Imaginez une ligne de code qui s'écrit par la simple force de l'intention, une vitesse d'exécution qui défie les lois gravitationnelles du marché logiciel. Dans un écosystème en quête perpétuelle de la prochaine licorne, un nouvel acteur venu du froid redéfinit les standards de la croissance, transformant de simples invites textuelles en empires numériques en l'espace de quelques mois.

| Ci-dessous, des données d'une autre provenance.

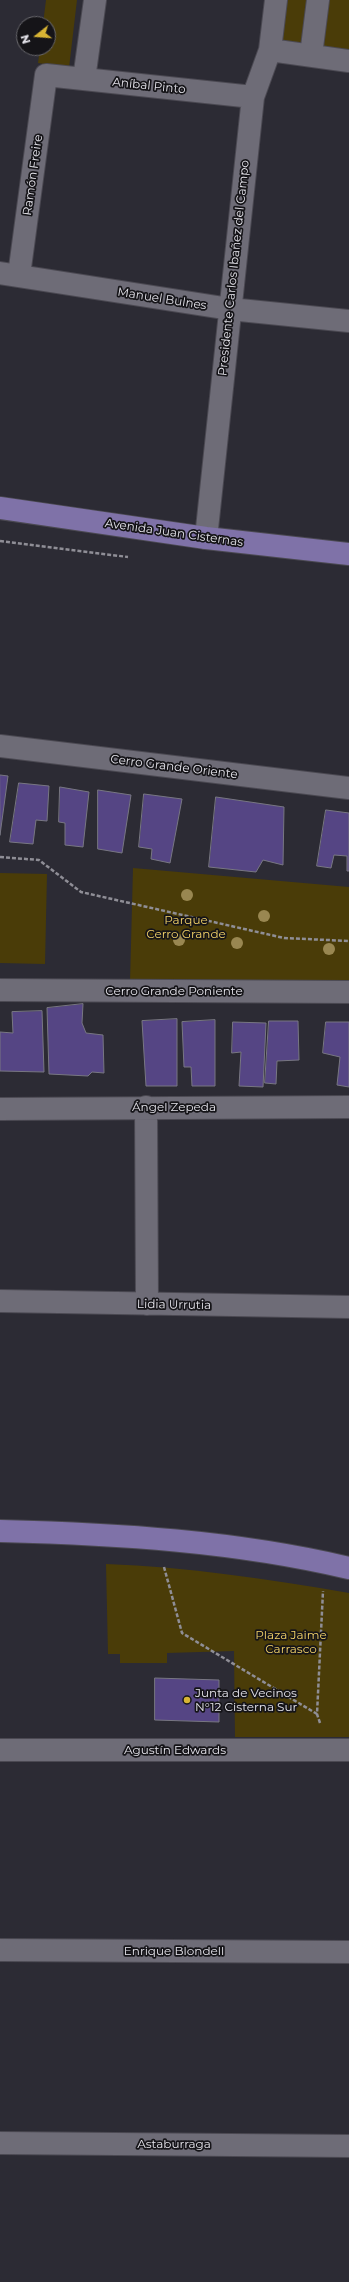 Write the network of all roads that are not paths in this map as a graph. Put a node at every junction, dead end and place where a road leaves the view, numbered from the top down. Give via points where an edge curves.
1 (95, 0) edge
2 (276, 0) edge
3 (318, 0) edge
4 (270, 50) junction
5 (311, 55) junction
6 (349, 61) edge
7 (46, 75) joint
8 (84, 79) junction
9 (253, 97) junction
10 (10, 274) edge
11 (230, 310) junction
12 (349, 321) edge
13 (0, 508) edge
14 (206, 538) junction
15 (349, 554) edge
16 (0, 746) edge
17 (349, 788) edge
18 (0, 990) edge
19 (349, 992) edge
20 (146, 1107) junction
21 (349, 1107) edge
22 (0, 1109) edge
23 (0, 1301) edge
24 (147, 1304) junction
25 (349, 1307) edge
26 (0, 1531) edge
27 (349, 1568) edge
28 (0, 1750) edge
29 (339, 1750) edge
30 (0, 1950) edge
31 (349, 1952) edge
32 (0, 2143) edge
33 (349, 2146) edge

1 - 8 street
2 - 4 street, Presidente Carlos Ibañez del Campo
3 - 5 street
4 - 5 street
4 - 9 street, Presidente Carlos Ibañez del Campo
5 - 6 street
7 - 8 street, Aníbal Pinto
7 - 10 street, Ramón Freire
8 - 9 street, Aníbal Pinto
9 - 11 street, Presidente Carlos Ibañez del Campo
10 - 11 street, Manuel Bulnes
11 - 12 street, Manuel Bulnes
11 - 14 street, Presidente Carlos Ibañez del Campo
13 - 14 main road, Avenida Juan Cisternas
14 - 15 main road, Avenida Juan Cisternas
16 - 17 street, Cerro Grande Oriente
18 - 19 street, Cerro Grande Poniente
20 - 21 street, Ángel Zepeda
20 - 22 street, Ángel Zepeda
20 - 24 street
23 - 24 street, Lidia Urrutia
24 - 25 street, Lidia Urrutia
26 - 27 main road via 179,1540
28 - 29 street, Agustín Edwards
30 - 31 street, Enrique Blondell
32 - 33 street, Astaburraga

Lovable annonce une série B de 330 millions de dollars, menée par CapitalG et Menlo Ventures, valorisant l’entreprise à 6,6 milliards — soit plus que le triple de sa valorisation il y a cinq mois. Cette croissance éclair est tirée par l’adoption massive du vibe-coding et une montée rapide du chiffre d’affaires.

Hyper-croissance inédite : Lovable a atteint 100M$ d'ARR en 8 mois, puis 200M$ quatre mois plus tard, une traction commerciale quasi-historique pour un logiciel B2B.
Adoption massive : Plus de 25 millions de projets ont été créés sur la plateforme par des géants comme Klarna ou Uber, attirés par la promesse de transformer une idée en application sans coder.
Ancrage européen : Malgré la pression des investisseurs (CapitalG, Menlo, Khosla) pour déménager dans la Silicon Valley, le CEO Anton Osika maintient le siège à Stockholm, pariant sur le talent local.
Ce qu’il faut retenir : Cette levée confirme l'avènement de l'ère du « logiciel sans développeur » (ou presque). Lovable ne vend pas seulement un outil, mais une compression du temps de développement. Cela signale une commoditisation radicale du code : la valeur se déplace désormais de la syntaxe technique vers la clarté de l'intention métier (le « vibe »).